**** MATERIAL SUPPLIED ****

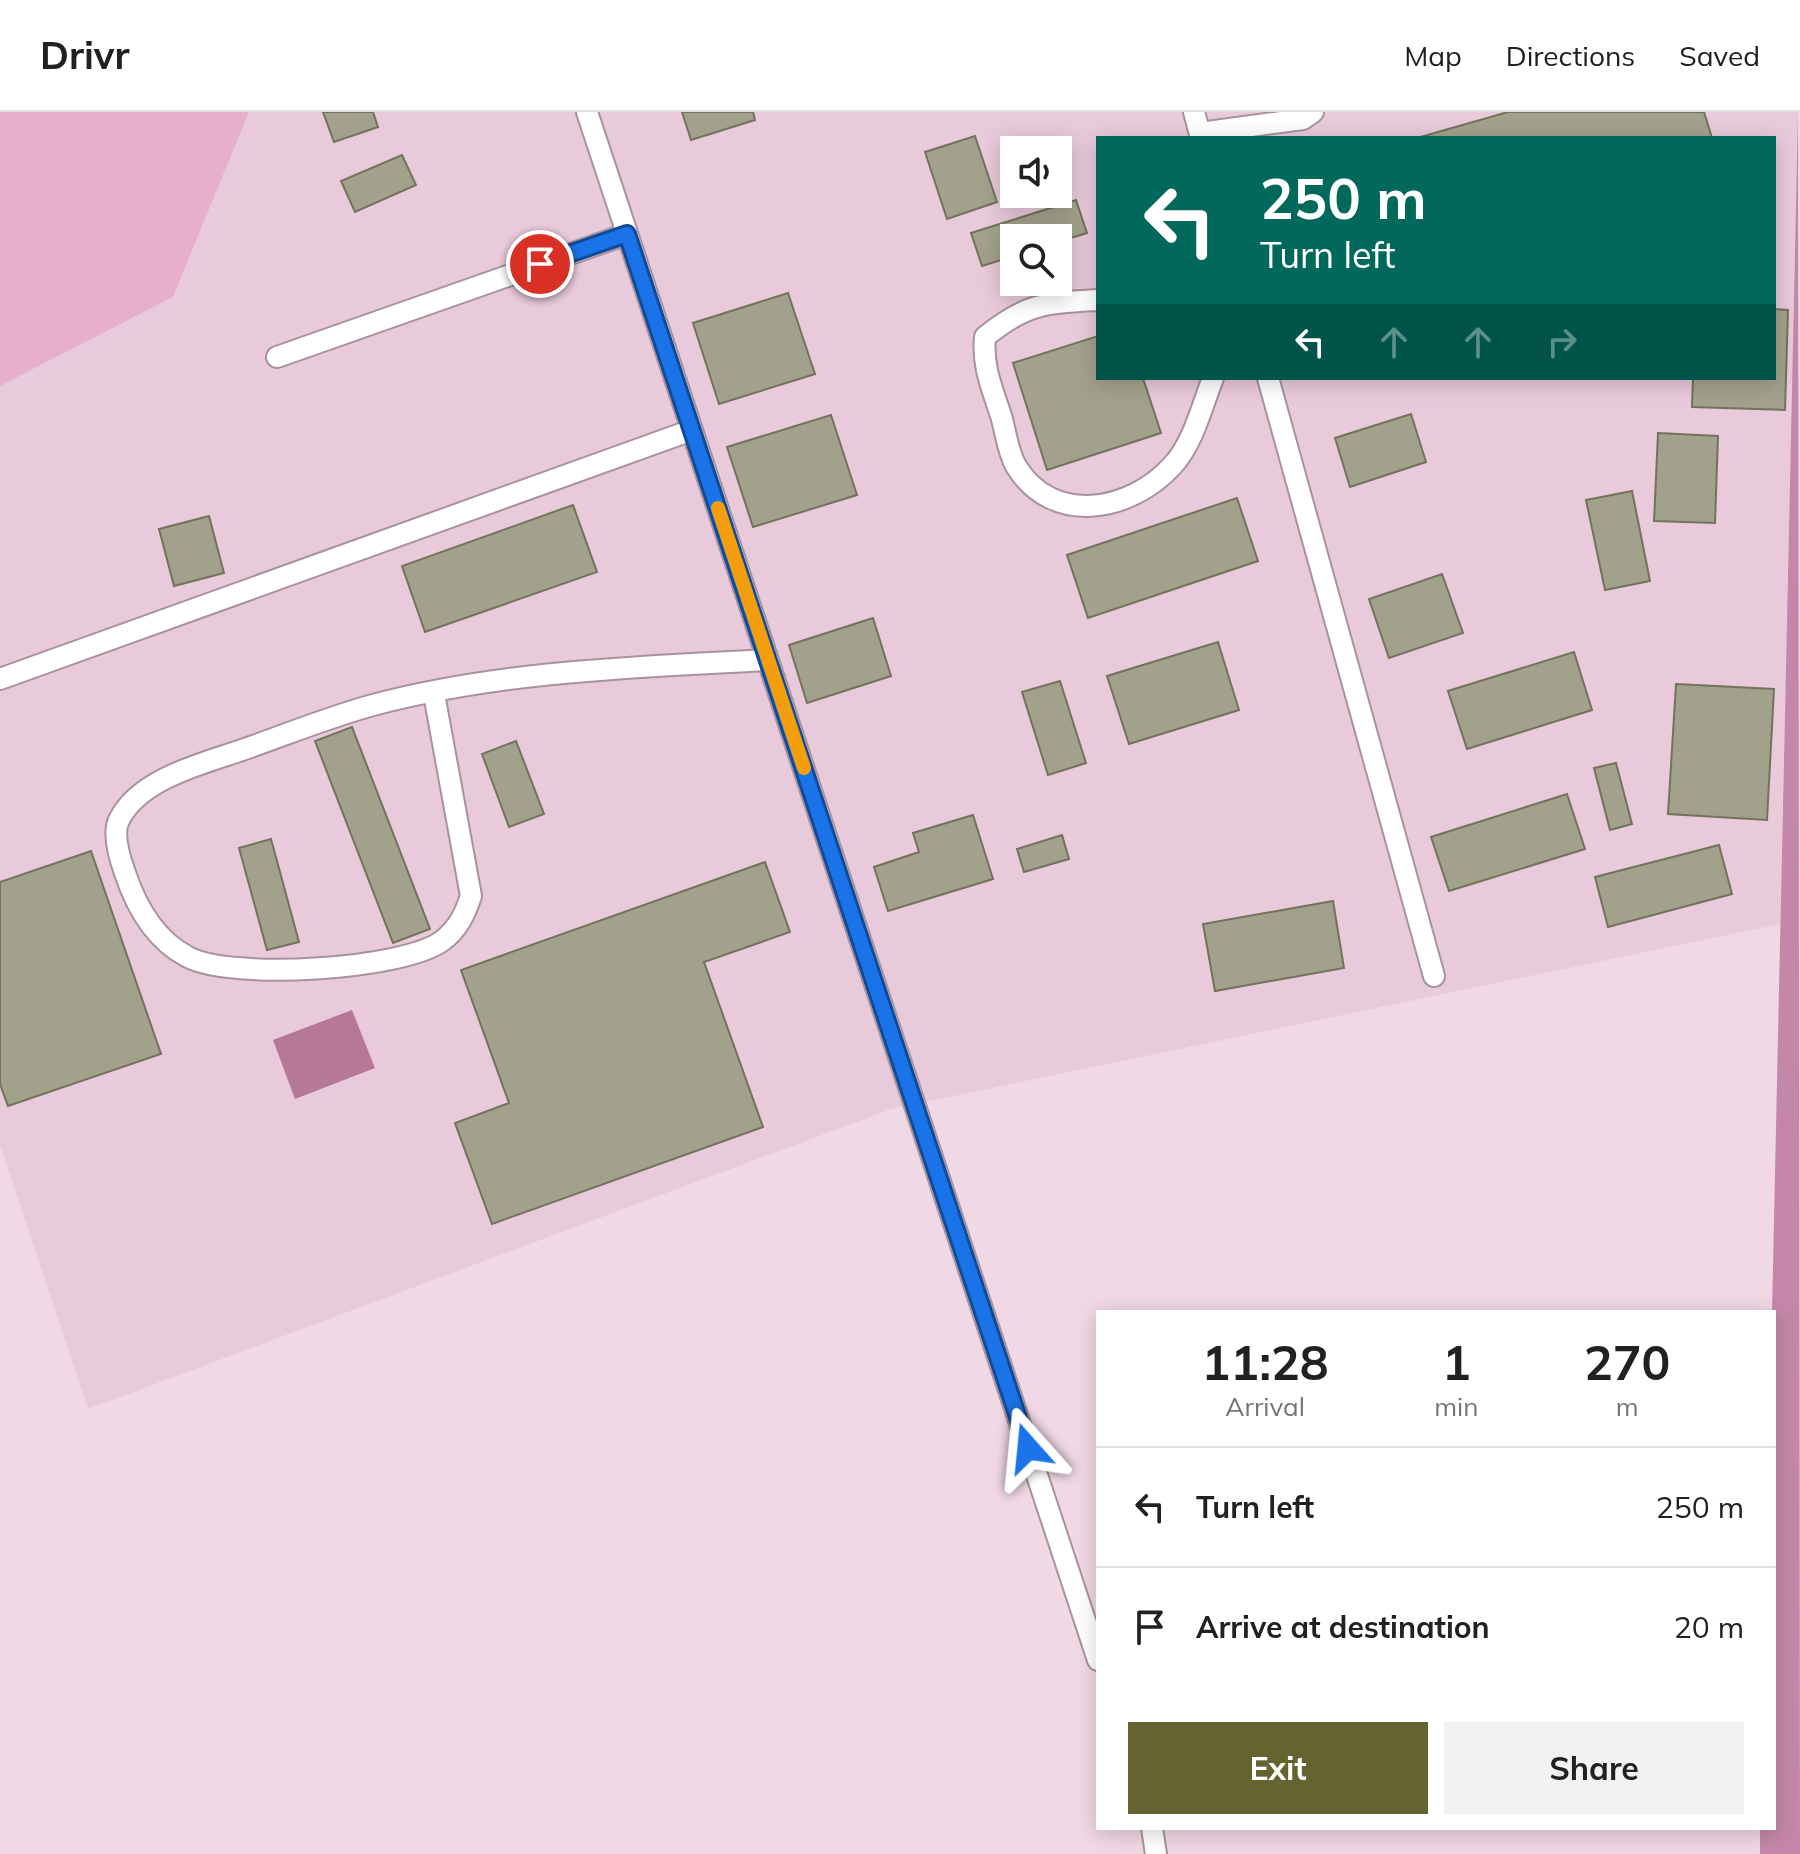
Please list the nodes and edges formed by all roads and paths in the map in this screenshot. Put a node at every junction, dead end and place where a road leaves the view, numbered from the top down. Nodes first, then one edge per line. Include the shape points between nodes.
1 (587, 112) edge
2 (1194, 112) edge
3 (1313, 112) edge
4 (1200, 136) edge
5 (627, 234) junction
6 (1096, 300) edge
7 (277, 357) dead end
8 (1212, 380) edge
9 (1269, 380) edge
10 (692, 430) junction
11 (768, 660) junction
12 (0, 679) edge
13 (434, 694) junction
14 (1434, 976) dead end
15 (1096, 1654) edge
16 (1152, 1830) edge
17 (1156, 1854) edge

1 - 5 lane
2 - 4 lane
3 - 4 lane via 1303,119
5 - 7 lane
5 - 10 lane
6 - 8 lane via 1057,302 1014,313 985,337 983,363 1014,463 1030,484 1059,504 1092,509 1154,482 1174,465
9 - 14 lane
10 - 11 lane
10 - 12 lane
11 - 13 lane via 508,679
11 - 15 lane
13 - 13 lane via 373,705 204,763 137,795 117,823 119,856 133,896 158,935 189,958 229,967 350,967 389,962 442,941 462,919 471,896
16 - 17 lane

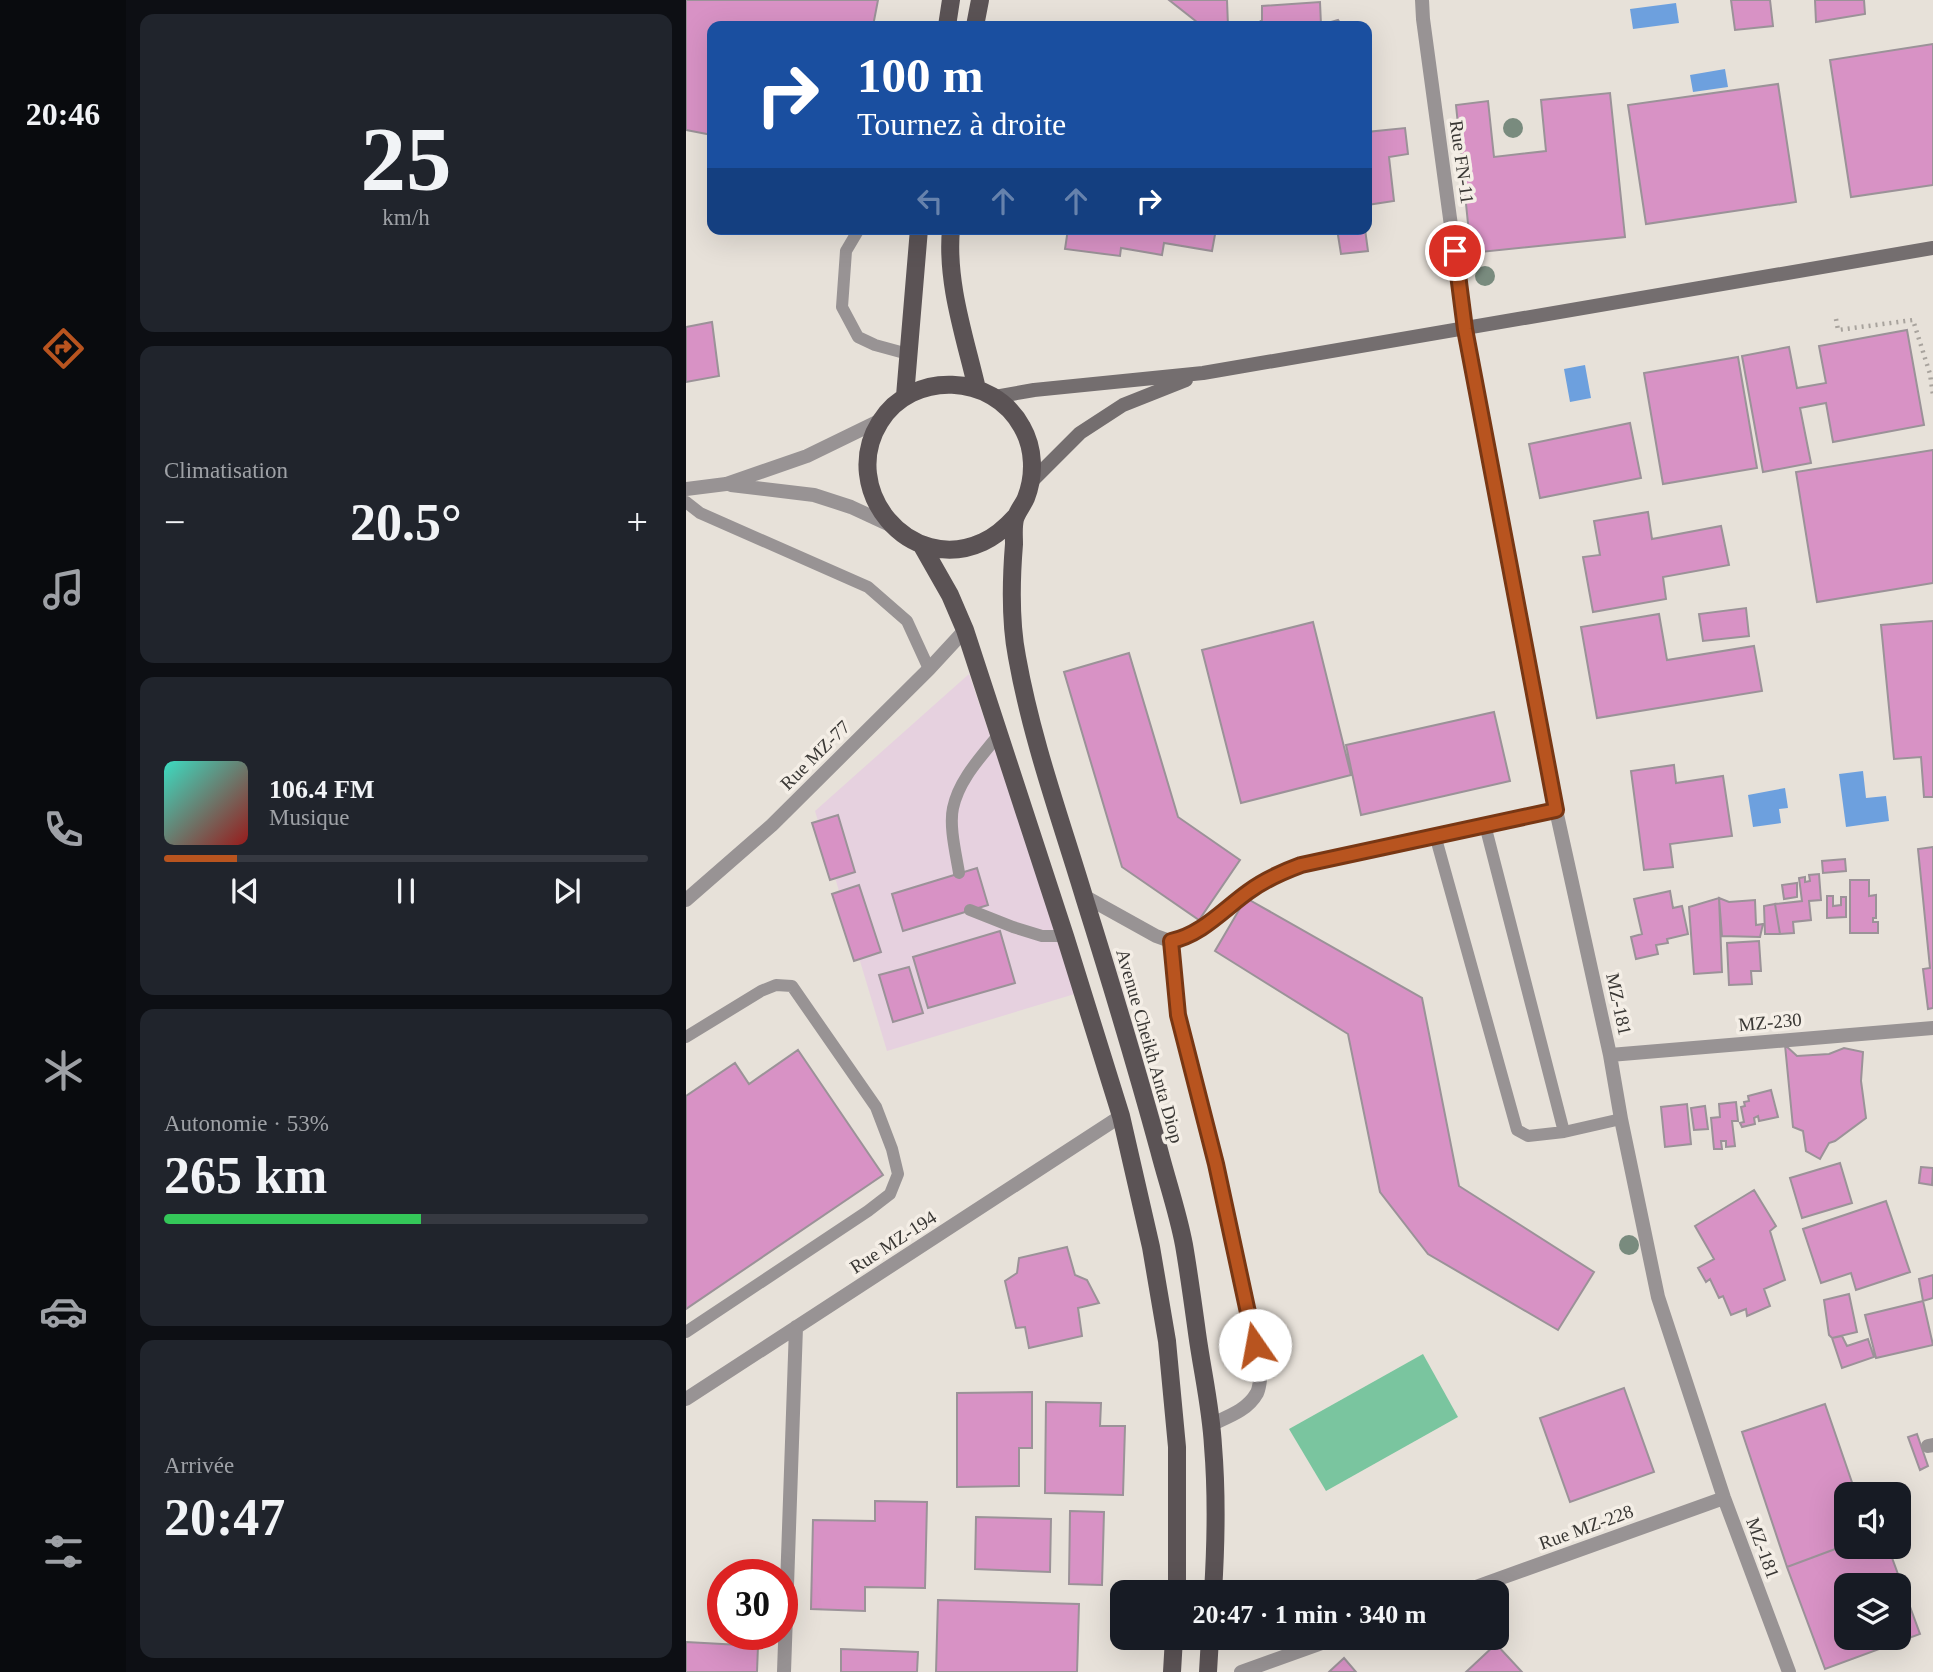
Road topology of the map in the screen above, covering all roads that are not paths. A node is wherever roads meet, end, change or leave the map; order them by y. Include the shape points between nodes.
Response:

****

**ASSIGNMENT:** Leave out all pictures, then copy the remaining material exactly.

**SOLUTION TO THIS TASK:**
Please list the nodes and edges formed by all roads and paths in the map in this screenshot. Put a node at every junction, dead end and place where a road leaves the view, numbered from the top down. Nodes first, then one edge per line. Include the shape points between nodes.
1 (587, 112) edge
2 (1194, 112) edge
3 (1313, 112) edge
4 (1200, 136) edge
5 (627, 234) junction
6 (1096, 300) edge
7 (277, 357) dead end
8 (1212, 380) edge
9 (1269, 380) edge
10 (692, 430) junction
11 (768, 660) junction
12 (0, 679) edge
13 (434, 694) junction
14 (1434, 976) dead end
15 (1096, 1654) edge
16 (1152, 1830) edge
17 (1156, 1854) edge

1 - 5 lane
2 - 4 lane
3 - 4 lane via 1303,119
5 - 7 lane
5 - 10 lane
6 - 8 lane via 1057,302 1014,313 985,337 983,363 1014,463 1030,484 1059,504 1092,509 1154,482 1174,465
9 - 14 lane
10 - 11 lane
10 - 12 lane
11 - 13 lane via 508,679
11 - 15 lane
13 - 13 lane via 373,705 204,763 137,795 117,823 119,856 133,896 158,935 189,958 229,967 350,967 389,962 442,941 462,919 471,896
16 - 17 lane

Road topology of the map in the screen above, covering all roads that are not paths. A node is wherever roads meet, end, change or leave the map; order them by y. Include the shape points between nodes.
Response:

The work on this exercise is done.